Eldred on Administrative Law and Internet Censorship

Charles Eldred (Attorney at Law) has posted The Administrative Law of Federal Internet Censorship on SSRN.  Here is the abstract:

Federal action can be illegal in two ways: by violating constitutional rights or by being “in excess of statutory jurisdiction, authority, or limitations.” The latter kind of violation is a subject of administrative law.

In Murthy v. Missouri, the plaintiffs complained that many relatively anonymous federal officials privately contacted social-media platforms and pressured them to remove certain of the plaintiffs’ posts which expressed certain views. They also complained about public speeches by well-known federal officials, including the President and Surgeon General, denouncing social-media platforms for not removing such posts. They argued that these actions violated their First Amendment rights, and the district and circuit courts agreed. But this article is not about that.

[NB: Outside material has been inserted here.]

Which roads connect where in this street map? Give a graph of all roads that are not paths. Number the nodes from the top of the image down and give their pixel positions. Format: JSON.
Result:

Instead, this article explores the plaintiffs’ unexplored alternative argument that the defendants acted in excess of statutory authority. The defendants essentially admitted they had no statutory authority but asserted that they had inherent authority to “simply engage in basic speech,” even in the absence of statutory authority to do so. This article concludes that some defendants (most obviously the President) do have such inherent authority, but others do not (most obviously anonymous low-level agency employees communicating ex parte with social-media platforms).

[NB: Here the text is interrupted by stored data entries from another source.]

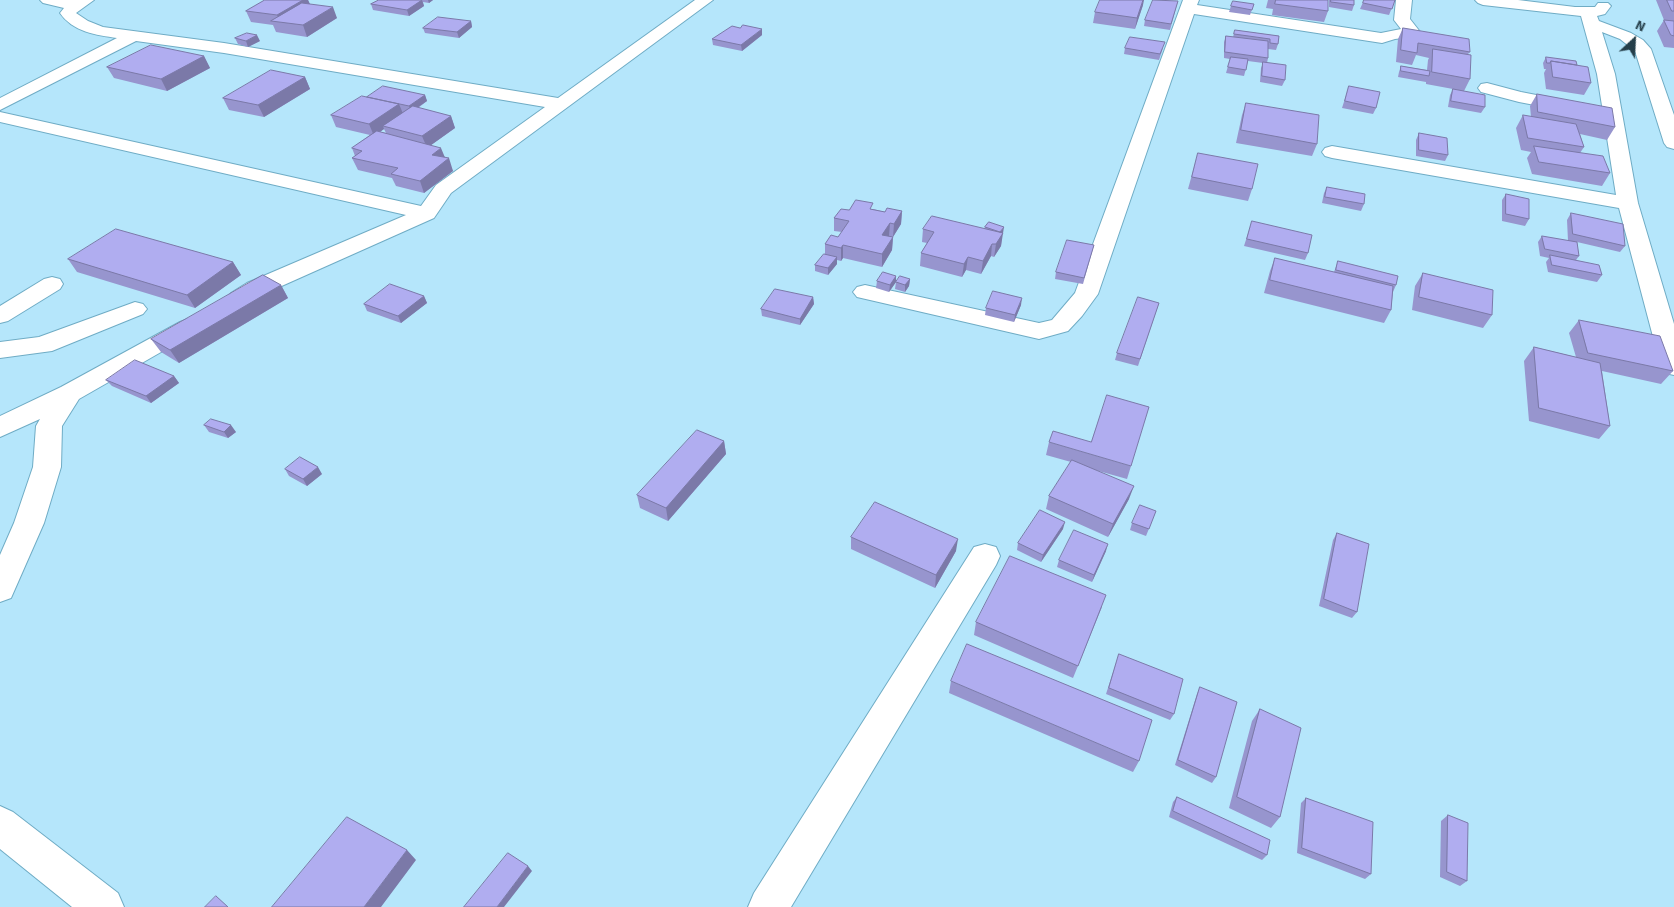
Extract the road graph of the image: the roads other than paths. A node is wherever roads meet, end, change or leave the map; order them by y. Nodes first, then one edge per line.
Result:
1 (48, 0) edge
2 (705, 0) edge
3 (1404, 0) edge
4 (1483, 0) edge
5 (80, 3) edge
6 (1190, 4) edge
7 (1594, 12) edge
8 (133, 36) junction
9 (1653, 77) junction
10 (1487, 88) dead end
11 (1674, 91) edge
12 (561, 104) junction
13 (0, 105) edge
14 (1598, 110) junction
15 (0, 118) edge
16 (1674, 143) edge
17 (1332, 152) dead end
18 (1628, 203) junction
19 (427, 214) junction
20 (52, 284) dead end
21 (865, 292) dead end
22 (135, 309) dead end
23 (0, 316) edge
24 (0, 350) edge
25 (1674, 366) edge
26 (70, 393) junction
27 (0, 427) edge
28 (985, 556) dead end
29 (0, 589) edge
30 (0, 825) edge
31 (104, 907) edge
32 (768, 907) edge

1 - 5 street
2 - 12 street
3 - 6 street
4 - 7 street
5 - 8 street
6 - 21 street
7 - 9 street
7 - 14 street
8 - 12 street
8 - 13 street
9 - 11 street
9 - 16 street
10 - 14 street
12 - 19 street
14 - 18 street
15 - 19 street
17 - 18 street
18 - 25 street
19 - 26 street
20 - 23 street
22 - 24 street
26 - 27 street
26 - 29 street
28 - 32 street
30 - 31 street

The agency ex parte communications were illegal. They were agency actions that were unauthorized by statute. Moreover, they were inherently regulatory (or “coercive” under First Amendment doctrine) and thus properly categorized as “regulation,” not “speech”—and regulation without statutory authority.

But the President does not need statutory authority to use the bully pulpit to criticize posts on social-media platforms. Although this conclusion is seemingly obvious and uncontroversial, the source of such inherent authority is elusive, and the Supreme Court has frequently denied that the President has implicit authority that would cover such use of the bully pulpit. The Court did not bless the President’s bully-pulpit power until 2024 in the Presidential immunity case, but even then did not make clear the source of that authority.

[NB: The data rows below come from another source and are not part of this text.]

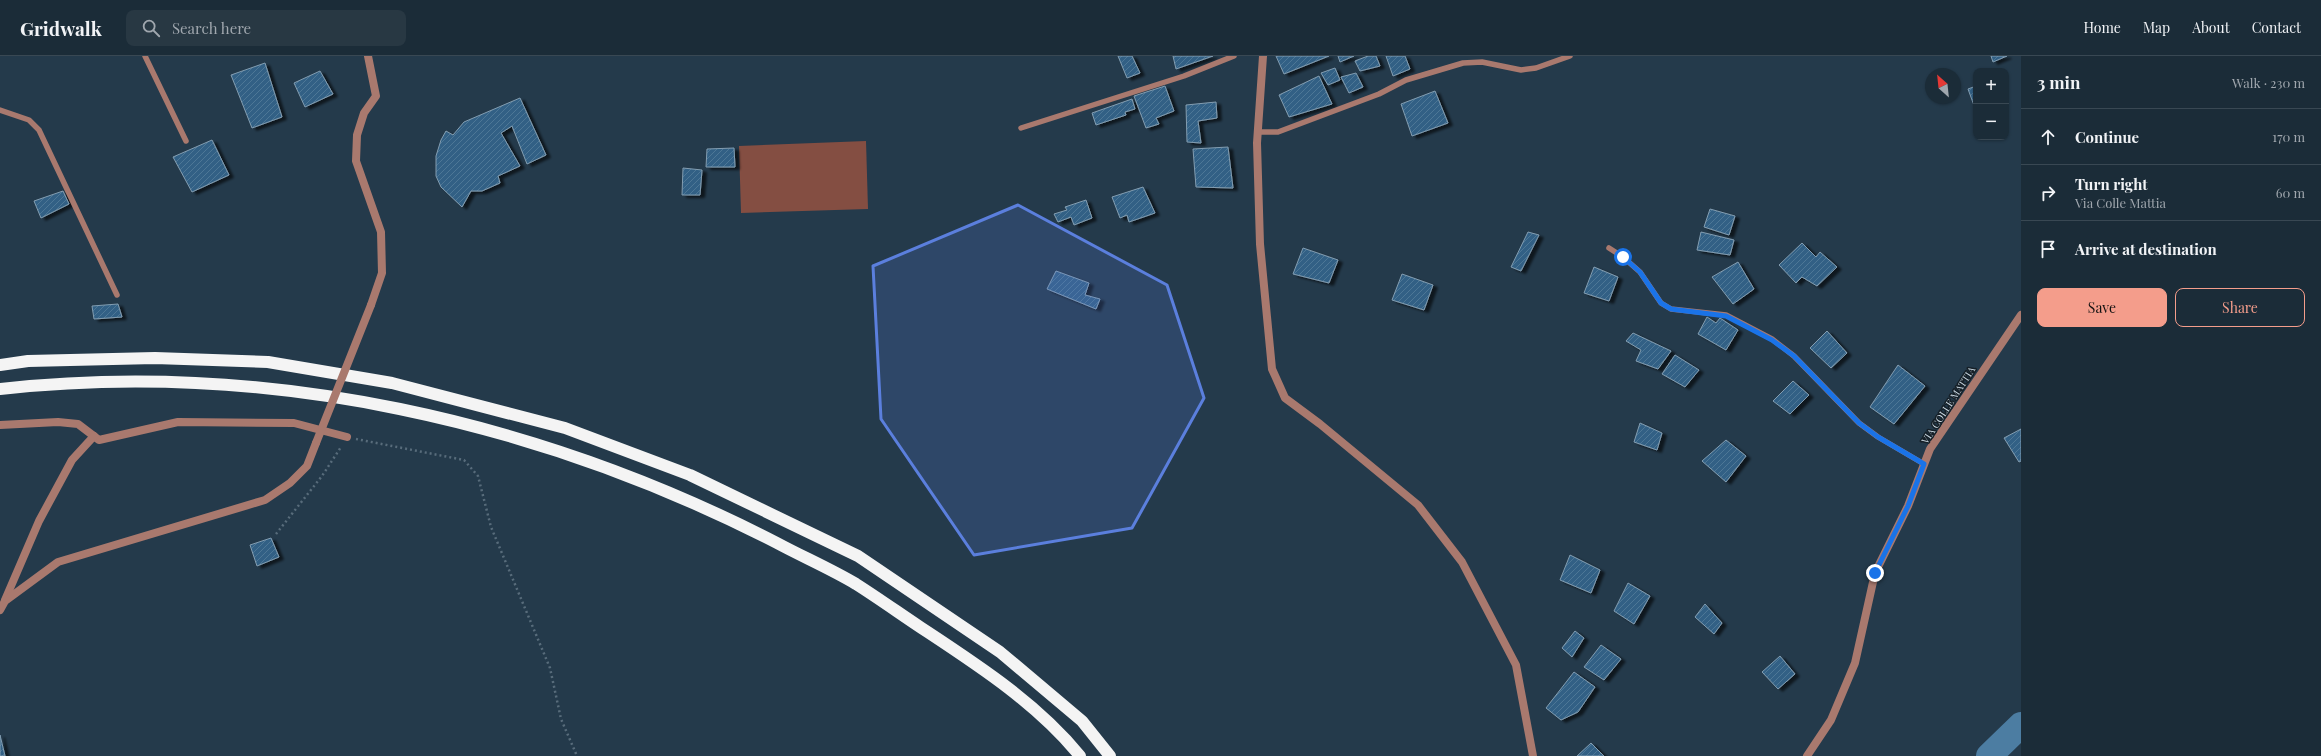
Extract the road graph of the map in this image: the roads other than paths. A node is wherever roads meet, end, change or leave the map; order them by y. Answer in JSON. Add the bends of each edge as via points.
{"nodes":[{"id":1,"x":145,"y":56,"type":"edge"},
{"id":2,"x":368,"y":56,"type":"edge"},
{"id":3,"x":1234,"y":56,"type":"edge"},
{"id":4,"x":1263,"y":56,"type":"edge"},
{"id":5,"x":1570,"y":56,"type":"edge"},
{"id":6,"x":0,"y":110,"type":"edge"},
{"id":7,"x":1021,"y":128,"type":"dead end"},
{"id":8,"x":1258,"y":132,"type":"junction"},
{"id":9,"x":186,"y":141,"type":"dead end"},
{"id":10,"x":1609,"y":248,"type":"dead end"},
{"id":11,"x":117,"y":295,"type":"dead end"},
{"id":12,"x":2021,"y":315,"type":"edge"},
{"id":13,"x":0,"y":365,"type":"edge"},
{"id":14,"x":0,"y":389,"type":"edge"},
{"id":15,"x":0,"y":425,"type":"edge"},
{"id":16,"x":94,"y":436,"type":"junction"},
{"id":17,"x":347,"y":437,"type":"road end"},
{"id":18,"x":1924,"y":464,"type":"junction"},
{"id":19,"x":5,"y":601,"type":"junction"},
{"id":20,"x":0,"y":610,"type":"edge"},
{"id":21,"x":1080,"y":756,"type":"edge"},
{"id":22,"x":1110,"y":756,"type":"edge"},
{"id":23,"x":1532,"y":756,"type":"edge"},
{"id":24,"x":1807,"y":756,"type":"edge"}],
"edges":[{"from":1,"to":9,"type":"lane"},
{"from":2,"to":19,"type":"street","bridge":true,"via":[[376,96],[364,113],[357,135],[356,161],[381,232],[382,273],[307,466],[290,483],[265,500],[58,562]]},
{"from":3,"to":7,"type":"lane","via":[[1184,76]]},
{"from":4,"to":8,"type":"street"},
{"from":5,"to":8,"type":"lane","via":[[1536,68],[1521,70],[1482,62],[1463,63],[1406,80],[1379,94],[1278,132]]},
{"from":6,"to":11,"type":"lane","via":[[29,120],[39,130]]},
{"from":8,"to":23,"type":"street","via":[[1260,244],[1272,369],[1285,398],[1418,505],[1462,562],[1516,665]]},
{"from":10,"to":18,"type":"lane","via":[[1640,272],[1661,303],[1671,309],[1726,316],[1772,340],[1794,356],[1859,423]]},
{"from":12,"to":18,"type":"street","name":"VIA COLLE MATTIA","via":[[1930,449]]},
{"from":13,"to":22,"type":"highway","via":[[28,361],[155,358],[268,362],[392,383],[565,428],[690,475],[858,556],[1000,652],[1082,721]]},
{"from":14,"to":21,"type":"highway","via":[[37,385],[159,382],[271,388],[400,409],[489,429],[573,456],[666,490],[719,513],[854,583],[991,674],[1065,738]]},
{"from":15,"to":16,"type":"street","via":[[58,422],[78,424]]},
{"from":16,"to":17,"type":"street","via":[[99,440],[178,422],[294,423]]},
{"from":16,"to":19,"type":"street","via":[[72,460],[64,474],[39,521]]},
{"from":18,"to":24,"type":"street","name":"VIA COLLE MATTIA","via":[[1908,506],[1875,573],[1855,663],[1831,720]]},
{"from":19,"to":20,"type":"street"}]}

This Article also concludes that the President’s power to demand opinions from top officials authorizes those officials to use the bully pulpit as well, notwithstanding any lack of statutory authorization. But the Opinions Clause does not apply to lower-level bureaucrats.

Barring statutory changes, future disputes over federal government censorship can avoid First Amendment issues altogether. Agencies may not censor because they lack statutory authority. The President and his or her top officials may criticize internet posts. The First Amendment need not be invoked at all.